===== EXERCISE INPUT
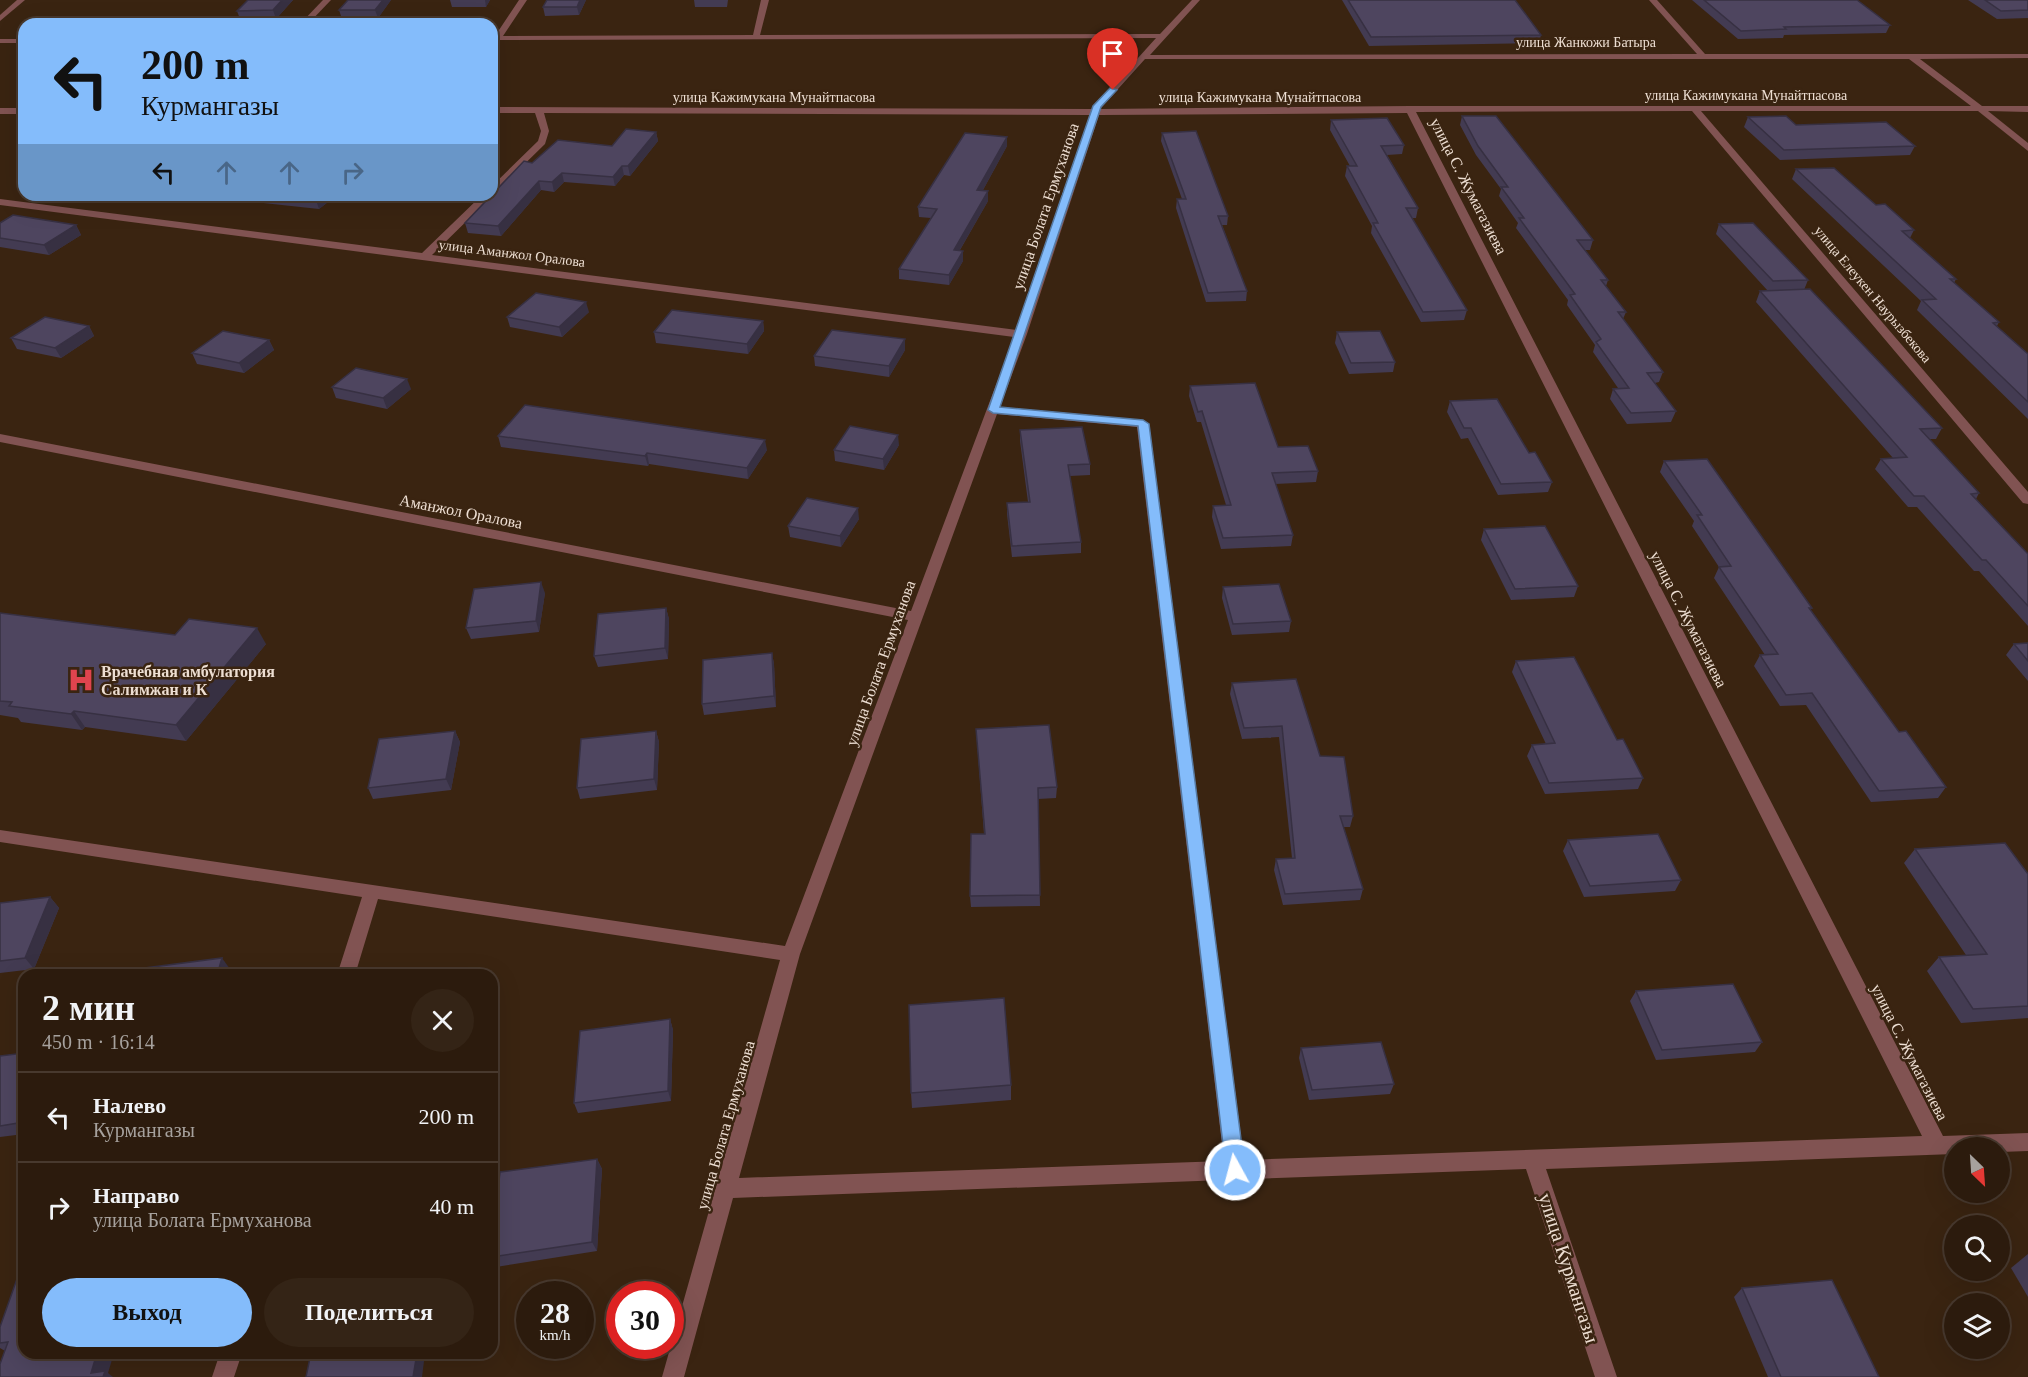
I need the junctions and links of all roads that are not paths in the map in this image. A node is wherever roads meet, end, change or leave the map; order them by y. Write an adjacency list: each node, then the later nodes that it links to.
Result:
1 (21, 0): 8 (street)
2 (327, 0): 7 (street)
3 (523, 0): 9 (street)
4 (765, 0): 11 (street)
5 (1196, 0): 10 (street, улица Болата Ермуханова)
6 (1653, 0): 15 (street)
7 (310, 18)
8 (0, 19)
9 (498, 33)
10 (1163, 36): 11 (street); 18 (street, улица Болата Ермуханова)
11 (756, 37): 12 (street)
12 (498, 38)
13 (18, 40): 14 (street)
14 (0, 41)
15 (1702, 55): 16 (street, улица Жанкожи Батыра); 18 (street, улица Жанкожи Батыра)
16 (1911, 56): 17 (street, улица Жанкожи Батыра); 21 (street)
17 (2028, 56)
18 (1143, 57): 27 (street, улица Болата Ермуханова)
19 (1694, 108): 20 (street, улица Кажимукана Мунайтпасова); 21 (street, улица Кажимукана Мунайтпасова); 36 (street, улица Елеукен Наурызбекова)
20 (1410, 109): 27 (street, улица Кажимукана Мунайтпасова); 43 (street, улица С. Жумагазиева)
21 (1981, 109): 22 (street, улица Кажимукана Мунайтпасова); 28 (street)
22 (2028, 109)
23 (498, 110): 24 (street, улица Кажимукана Мунайтпасова)
24 (539, 110): 27 (street, улица Кажимукана Мунайтпасова); 29 (street)
25 (0, 111): 26 (street)
26 (18, 111)
27 (1095, 112): 33 (street, улица Болата Ермуханова)
28 (2028, 148)
29 (498, 185)
30 (482, 201): 32 (street)
31 (0, 202): 32 (street, улица Аманжол Оралова)
32 (424, 256): 33 (street, улица Аманжол Оралова)
33 (1021, 334): 34 (street, улица Болата Ермуханова)
34 (993, 410): 37 (street, улица Болата Ермуханова); 45 (street)
35 (0, 438): 37 (street, Аманжол Оралова)
36 (2028, 500)
37 (916, 617): 40 (street, улица Болата Ермуханова)
38 (0, 836): 39 (street)
39 (372, 891): 40 (street); 41 (street)
40 (791, 954): 46 (street, улица Болата Ермуханова)
41 (348, 969)
42 (2028, 1142): 43 (street)
43 (1936, 1145): 44 (street)
44 (1533, 1159): 45 (street); 50 (street, улица Курмангазы)
45 (1235, 1170): 46 (street)
46 (726, 1188): 49 (street, улица Болата Ермуханова)
47 (229, 1359): 48 (street)
48 (223, 1377)
49 (673, 1377)
50 (1606, 1377)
==========
**EXERCISE INSTRUCTIONS:** Look through the material above. Copy each line where the word "Болата" appears.

**ANSWER TO THE EXERCISE:**
5 (1196, 0): 10 (street, улица Болата Ермуханова)
10 (1163, 36): 11 (street); 18 (street, улица Болата Ермуханова)
18 (1143, 57): 27 (street, улица Болата Ермуханова)
27 (1095, 112): 33 (street, улица Болата Ермуханова)
33 (1021, 334): 34 (street, улица Болата Ермуханова)
34 (993, 410): 37 (street, улица Болата Ермуханова); 45 (street)
37 (916, 617): 40 (street, улица Болата Ермуханова)
40 (791, 954): 46 (street, улица Болата Ермуханова)
46 (726, 1188): 49 (street, улица Болата Ермуханова)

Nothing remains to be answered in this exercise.